*Task goal:*
Would you retype the whole listing exactly, leaving its pictures out?

*Provided entries:*
*** Block opens ***

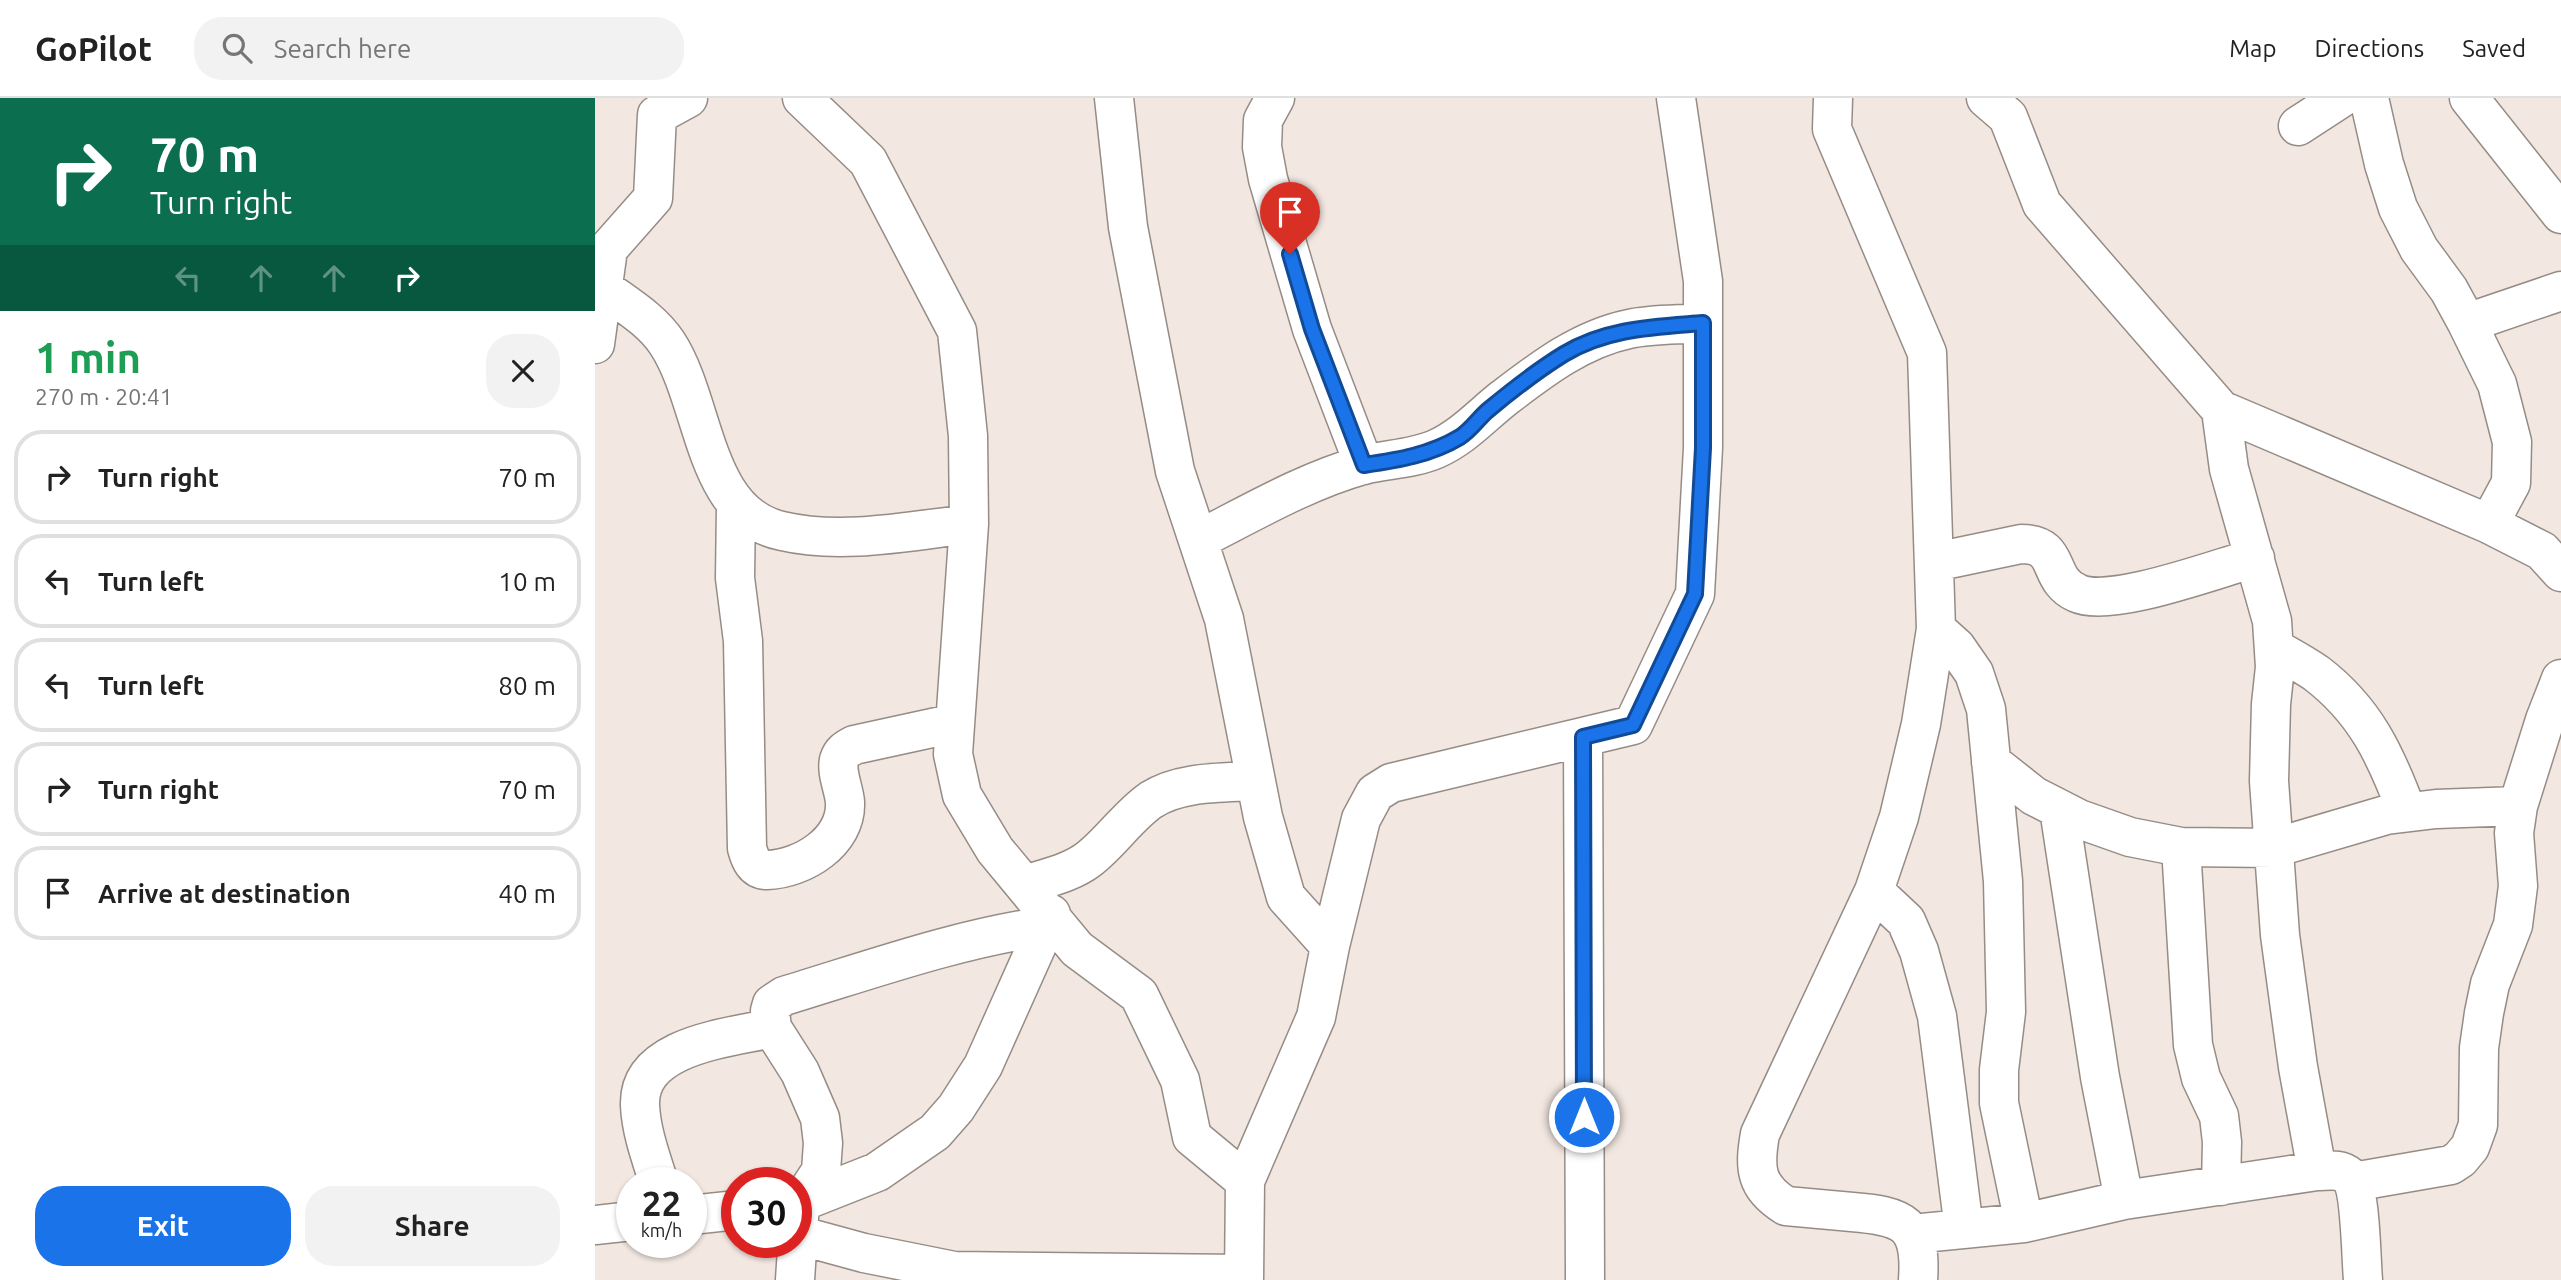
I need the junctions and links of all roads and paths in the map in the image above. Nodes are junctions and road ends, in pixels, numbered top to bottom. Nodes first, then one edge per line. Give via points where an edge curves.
1 (688, 98) edge
2 (802, 98) edge
3 (1114, 98) edge
4 (1275, 98) edge
5 (1676, 98) edge
6 (1833, 98) edge
7 (1986, 98) edge
8 (2341, 98) edge
9 (2369, 98) edge
10 (2469, 98) edge
11 (2298, 126) dead end
12 (2561, 214) edge
13 (601, 245) edge
14 (603, 288) junction
15 (2561, 291) edge
16 (1703, 323) junction
17 (2467, 323) junction
18 (595, 344) edge
19 (2221, 410) junction
20 (1364, 465) junction
21 (736, 506) junction
22 (969, 524) junction
23 (2489, 524) junction
24 (1198, 540) junction
25 (2555, 557) edge
26 (2255, 558) junction
27 (1935, 562) junction
28 (1937, 629) junction
29 (2274, 648) junction
30 (2561, 679) edge
31 (955, 723) junction
32 (1583, 737) junction
33 (2548, 745) edge
34 (1991, 762) junction
35 (1255, 781) junction
36 (2518, 806) junction
37 (2059, 809) junction
38 (2407, 812) junction
39 (2181, 847) junction
40 (2274, 848) junction
41 (1025, 885) junction
42 (1874, 891) junction
43 (1049, 920) junction
44 (1330, 946) junction
45 (772, 1028) junction
46 (654, 1167) edge
47 (2317, 1171) junction
48 (1245, 1181) junction
49 (2353, 1182) junction
50 (2221, 1186) junction
51 (812, 1188) edge
52 (2124, 1200) junction
53 (812, 1207) edge
54 (812, 1222) edge
55 (616, 1223) edge
56 (2024, 1223) junction
57 (595, 1225) edge
58 (1964, 1229) junction
59 (1912, 1234) junction
60 (796, 1258) edge
61 (1244, 1277) edge
62 (795, 1280) edge
63 (1585, 1280) edge
64 (1918, 1280) edge
65 (2363, 1280) edge

1 - 13 street via 657,115 653,198
2 - 22 street via 868,161 957,331 968,436
3 - 24 street via 1128,227 1175,471
4 - 20 street via 1263,120 1268,179 1312,329
5 - 16 street via 1703,281
6 - 27 street via 1832,130 1927,353
7 - 19 street via 2008,117 2042,204
8 - 11 street
9 - 17 street via 2398,208
10 - 12 street
13 - 14 street
14 - 18 street
14 - 21 street via 645,318 666,342 678,363 721,483
15 - 17 street
16 - 20 street via 1630,329 1599,338 1565,353 1487,411 1463,435 1410,458
16 - 32 street via 1703,448 1695,594 1633,725
17 - 23 street via 2497,384 2512,442 2511,483
19 - 23 street
19 - 26 street via 2229,469
20 - 24 street via 1319,481
21 - 22 street via 756,522 782,531 828,536
21 - 31 street via 747,848 754,865 771,870 809,859 839,830 845,804 839,761 844,750
22 - 31 street
23 - 25 street
24 - 35 street via 1224,618
26 - 27 street via 2137,592 2093,597 2068,587 2057,576 2047,552 2033,544
26 - 29 street via 2272,621
27 - 28 street
28 - 34 street via 1974,673 1986,709
28 - 42 street via 1899,817
29 - 38 street via 2316,674 2371,729
29 - 40 street via 2269,781
30 - 33 street
31 - 41 street via 953,754 962,795 995,850
32 - 44 street via 1391,783 1375,793 1361,818
32 - 63 street
33 - 36 street
34 - 37 street via 2034,796
34 - 56 street via 2003,894 2006,1012 1999,1103
35 - 41 street via 1173,790 1151,800 1087,861
35 - 44 street via 1286,897
36 - 38 street
36 - 49 street via 2513,925 2484,1013 2478,1125 2470,1147 2451,1165
37 - 39 street via 2130,836
37 - 52 street via 2100,1077
38 - 40 street
39 - 40 street
39 - 50 street via 2193,1045 2201,1078 2219,1116
40 - 47 street via 2280,935
41 - 43 street
42 - 58 street via 1906,921 1937,1016
42 - 59 street via 1761,1134 1756,1159 1761,1182 1786,1206 1885,1215
43 - 45 street via 784,996 772,1004
43 - 48 street via 1077,949 1139,995 1180,1080 1192,1138
43 - 53 street via 983,1066 956,1108 935,1132 877,1172
44 - 48 street via 1316,1017
45 - 46 street via 676,1051 655,1066 644,1083 640,1103
45 - 51 street via 800,1072 820,1118 821,1171
47 - 49 street via 2339,1170
47 - 50 street
48 - 61 street
49 - 65 street
50 - 52 street
52 - 56 street
54 - 61 street via 864,1253 954,1271
55 - 57 street
56 - 58 street
58 - 59 street
59 - 64 street via 1920,1256
60 - 62 street

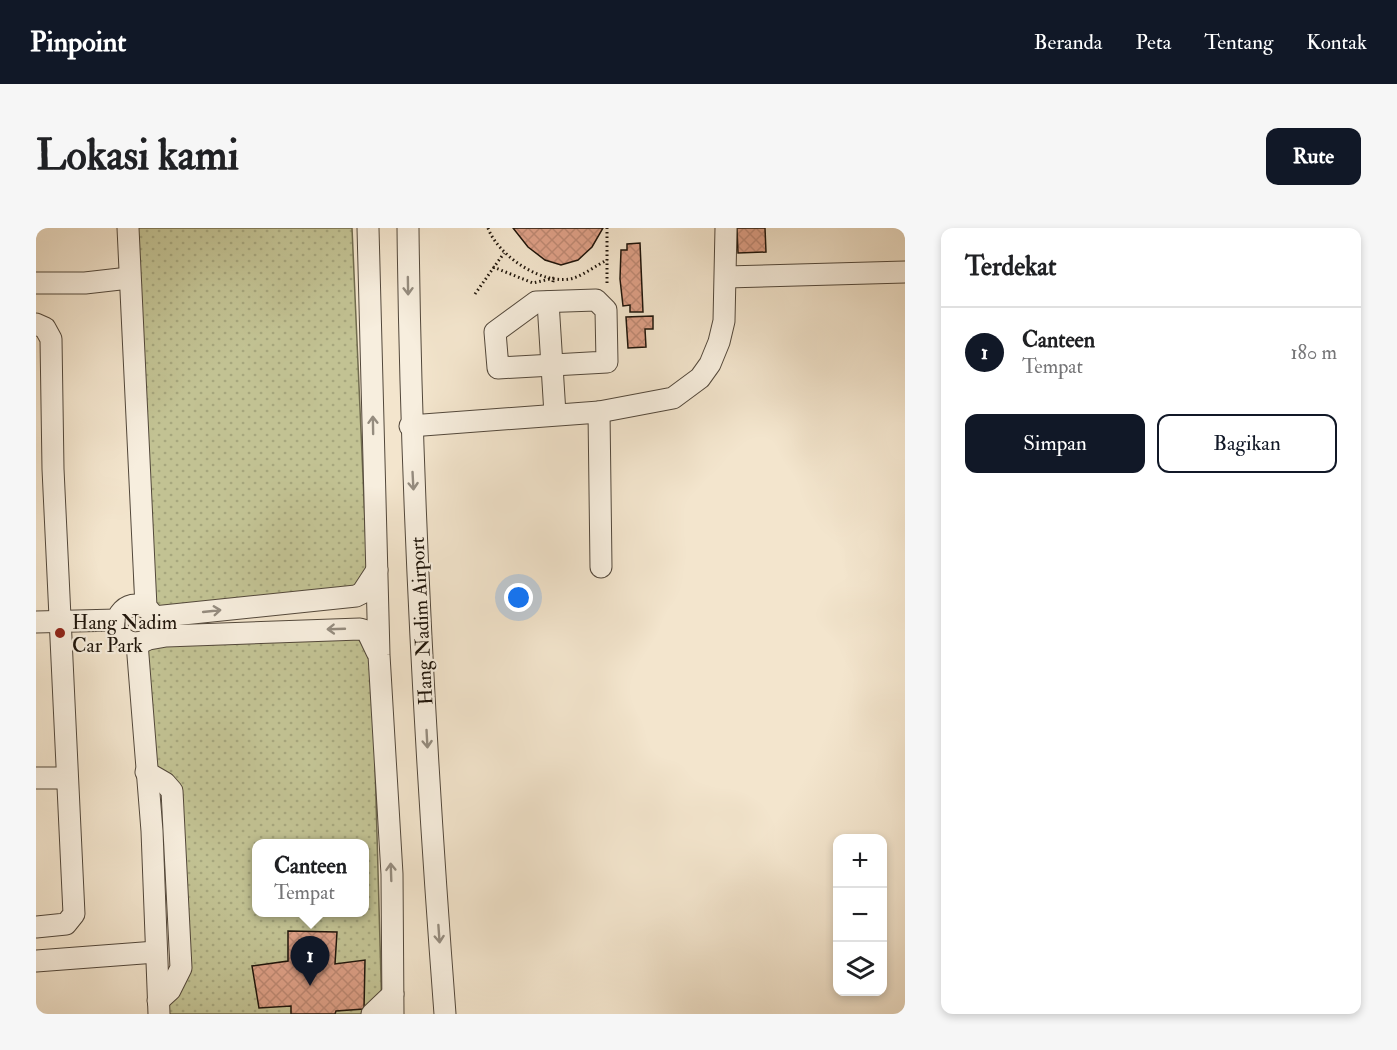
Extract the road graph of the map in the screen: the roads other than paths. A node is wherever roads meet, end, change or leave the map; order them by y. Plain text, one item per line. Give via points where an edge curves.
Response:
1 (128, 228) edge
2 (368, 228) edge
3 (408, 228) edge
4 (726, 228) edge
5 (905, 272) edge
6 (726, 277) junction
7 (129, 278) junction
8 (36, 283) edge
9 (549, 302) junction
10 (36, 324) edge
11 (552, 365) junction
12 (599, 412) junction
13 (555, 414) junction
14 (410, 426) junction
15 (44, 469) edge
16 (601, 567) dead end
17 (377, 570) junction
18 (150, 612) junction
19 (59, 620) junction
20 (117, 620) junction
21 (36, 622) edge
22 (151, 639) junction
23 (378, 655) junction
24 (146, 772) junction
25 (36, 778) edge
26 (66, 778) junction
27 (36, 927) edge
28 (156, 952) junction
29 (36, 961) edge
30 (393, 1004) edge
31 (158, 1007) edge
32 (372, 1014) edge
33 (445, 1014) edge

1 - 7 street
17 -> 2 street, Hang Nadim Airport
3 -> 14 street, Hang Nadim Airport
4 - 6 street
5 - 6 street
6 - 12 street via 719,342 700,378 673,398
7 - 8 street
7 - 18 street
9 - 11 street
9 - 11 street via 536,302 495,332 498,368
9 - 11 street via 596,300 606,310 607,362
10 - 15 street via 45,328 51,339
11 - 13 street
12 - 13 street
12 - 16 street
13 - 14 street
14 -> 33 street, Hang Nadim Airport
15 - 19 street
18 -> 17 street via 356,596
17 - 23 street, Hang Nadim Airport
18 - 20 street via 134,605 123,609
18 - 22 street via 155,628
19 - 20 street
19 - 21 street
19 - 26 street
20 - 22 street via 118,632 126,641
23 -> 22 street via 363,629
22 - 24 street
30 -> 23 street, Hang Nadim Airport via 392,874
24 - 28 street
24 - 31 street via 172,791 181,968
25 - 26 street
26 - 27 street via 74,914 66,924
28 - 29 street
28 - 31 street
30 - 32 street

*** Block closes ***

*Reply:*
I need the junctions and links of all roads and paths in the map in the image above. Nodes are junctions and road ends, in pixels, numbered top to bottom. Nodes first, then one edge per line. Give via points where an edge curves.
1 (688, 98) edge
2 (802, 98) edge
3 (1114, 98) edge
4 (1275, 98) edge
5 (1676, 98) edge
6 (1833, 98) edge
7 (1986, 98) edge
8 (2341, 98) edge
9 (2369, 98) edge
10 (2469, 98) edge
11 (2298, 126) dead end
12 (2561, 214) edge
13 (601, 245) edge
14 (603, 288) junction
15 (2561, 291) edge
16 (1703, 323) junction
17 (2467, 323) junction
18 (595, 344) edge
19 (2221, 410) junction
20 (1364, 465) junction
21 (736, 506) junction
22 (969, 524) junction
23 (2489, 524) junction
24 (1198, 540) junction
25 (2555, 557) edge
26 (2255, 558) junction
27 (1935, 562) junction
28 (1937, 629) junction
29 (2274, 648) junction
30 (2561, 679) edge
31 (955, 723) junction
32 (1583, 737) junction
33 (2548, 745) edge
34 (1991, 762) junction
35 (1255, 781) junction
36 (2518, 806) junction
37 (2059, 809) junction
38 (2407, 812) junction
39 (2181, 847) junction
40 (2274, 848) junction
41 (1025, 885) junction
42 (1874, 891) junction
43 (1049, 920) junction
44 (1330, 946) junction
45 (772, 1028) junction
46 (654, 1167) edge
47 (2317, 1171) junction
48 (1245, 1181) junction
49 (2353, 1182) junction
50 (2221, 1186) junction
51 (812, 1188) edge
52 (2124, 1200) junction
53 (812, 1207) edge
54 (812, 1222) edge
55 (616, 1223) edge
56 (2024, 1223) junction
57 (595, 1225) edge
58 (1964, 1229) junction
59 (1912, 1234) junction
60 (796, 1258) edge
61 (1244, 1277) edge
62 (795, 1280) edge
63 (1585, 1280) edge
64 (1918, 1280) edge
65 (2363, 1280) edge

1 - 13 street via 657,115 653,198
2 - 22 street via 868,161 957,331 968,436
3 - 24 street via 1128,227 1175,471
4 - 20 street via 1263,120 1268,179 1312,329
5 - 16 street via 1703,281
6 - 27 street via 1832,130 1927,353
7 - 19 street via 2008,117 2042,204
8 - 11 street
9 - 17 street via 2398,208
10 - 12 street
13 - 14 street
14 - 18 street
14 - 21 street via 645,318 666,342 678,363 721,483
15 - 17 street
16 - 20 street via 1630,329 1599,338 1565,353 1487,411 1463,435 1410,458
16 - 32 street via 1703,448 1695,594 1633,725
17 - 23 street via 2497,384 2512,442 2511,483
19 - 23 street
19 - 26 street via 2229,469
20 - 24 street via 1319,481
21 - 22 street via 756,522 782,531 828,536
21 - 31 street via 747,848 754,865 771,870 809,859 839,830 845,804 839,761 844,750
22 - 31 street
23 - 25 street
24 - 35 street via 1224,618
26 - 27 street via 2137,592 2093,597 2068,587 2057,576 2047,552 2033,544
26 - 29 street via 2272,621
27 - 28 street
28 - 34 street via 1974,673 1986,709
28 - 42 street via 1899,817
29 - 38 street via 2316,674 2371,729
29 - 40 street via 2269,781
30 - 33 street
31 - 41 street via 953,754 962,795 995,850
32 - 44 street via 1391,783 1375,793 1361,818
32 - 63 street
33 - 36 street
34 - 37 street via 2034,796
34 - 56 street via 2003,894 2006,1012 1999,1103
35 - 41 street via 1173,790 1151,800 1087,861
35 - 44 street via 1286,897
36 - 38 street
36 - 49 street via 2513,925 2484,1013 2478,1125 2470,1147 2451,1165
37 - 39 street via 2130,836
37 - 52 street via 2100,1077
38 - 40 street
39 - 40 street
39 - 50 street via 2193,1045 2201,1078 2219,1116
40 - 47 street via 2280,935
41 - 43 street
42 - 58 street via 1906,921 1937,1016
42 - 59 street via 1761,1134 1756,1159 1761,1182 1786,1206 1885,1215
43 - 45 street via 784,996 772,1004
43 - 48 street via 1077,949 1139,995 1180,1080 1192,1138
43 - 53 street via 983,1066 956,1108 935,1132 877,1172
44 - 48 street via 1316,1017
45 - 46 street via 676,1051 655,1066 644,1083 640,1103
45 - 51 street via 800,1072 820,1118 821,1171
47 - 49 street via 2339,1170
47 - 50 street
48 - 61 street
49 - 65 street
50 - 52 street
52 - 56 street
54 - 61 street via 864,1253 954,1271
55 - 57 street
56 - 58 street
58 - 59 street
59 - 64 street via 1920,1256
60 - 62 street

Extract the road graph of the map in the screen: the roads other than paths. A node is wherever roads meet, end, change or leave the map; order them by y. Plain text, one item per line. Give via points where an edge curves.
Response:
1 (128, 228) edge
2 (368, 228) edge
3 (408, 228) edge
4 (726, 228) edge
5 (905, 272) edge
6 (726, 277) junction
7 (129, 278) junction
8 (36, 283) edge
9 (549, 302) junction
10 (36, 324) edge
11 (552, 365) junction
12 (599, 412) junction
13 (555, 414) junction
14 (410, 426) junction
15 (44, 469) edge
16 (601, 567) dead end
17 (377, 570) junction
18 (150, 612) junction
19 (59, 620) junction
20 (117, 620) junction
21 (36, 622) edge
22 (151, 639) junction
23 (378, 655) junction
24 (146, 772) junction
25 (36, 778) edge
26 (66, 778) junction
27 (36, 927) edge
28 (156, 952) junction
29 (36, 961) edge
30 (393, 1004) edge
31 (158, 1007) edge
32 (372, 1014) edge
33 (445, 1014) edge

1 - 7 street
17 -> 2 street, Hang Nadim Airport
3 -> 14 street, Hang Nadim Airport
4 - 6 street
5 - 6 street
6 - 12 street via 719,342 700,378 673,398
7 - 8 street
7 - 18 street
9 - 11 street
9 - 11 street via 536,302 495,332 498,368
9 - 11 street via 596,300 606,310 607,362
10 - 15 street via 45,328 51,339
11 - 13 street
12 - 13 street
12 - 16 street
13 - 14 street
14 -> 33 street, Hang Nadim Airport
15 - 19 street
18 -> 17 street via 356,596
17 - 23 street, Hang Nadim Airport
18 - 20 street via 134,605 123,609
18 - 22 street via 155,628
19 - 20 street
19 - 21 street
19 - 26 street
20 - 22 street via 118,632 126,641
23 -> 22 street via 363,629
22 - 24 street
30 -> 23 street, Hang Nadim Airport via 392,874
24 - 28 street
24 - 31 street via 172,791 181,968
25 - 26 street
26 - 27 street via 74,914 66,924
28 - 29 street
28 - 31 street
30 - 32 street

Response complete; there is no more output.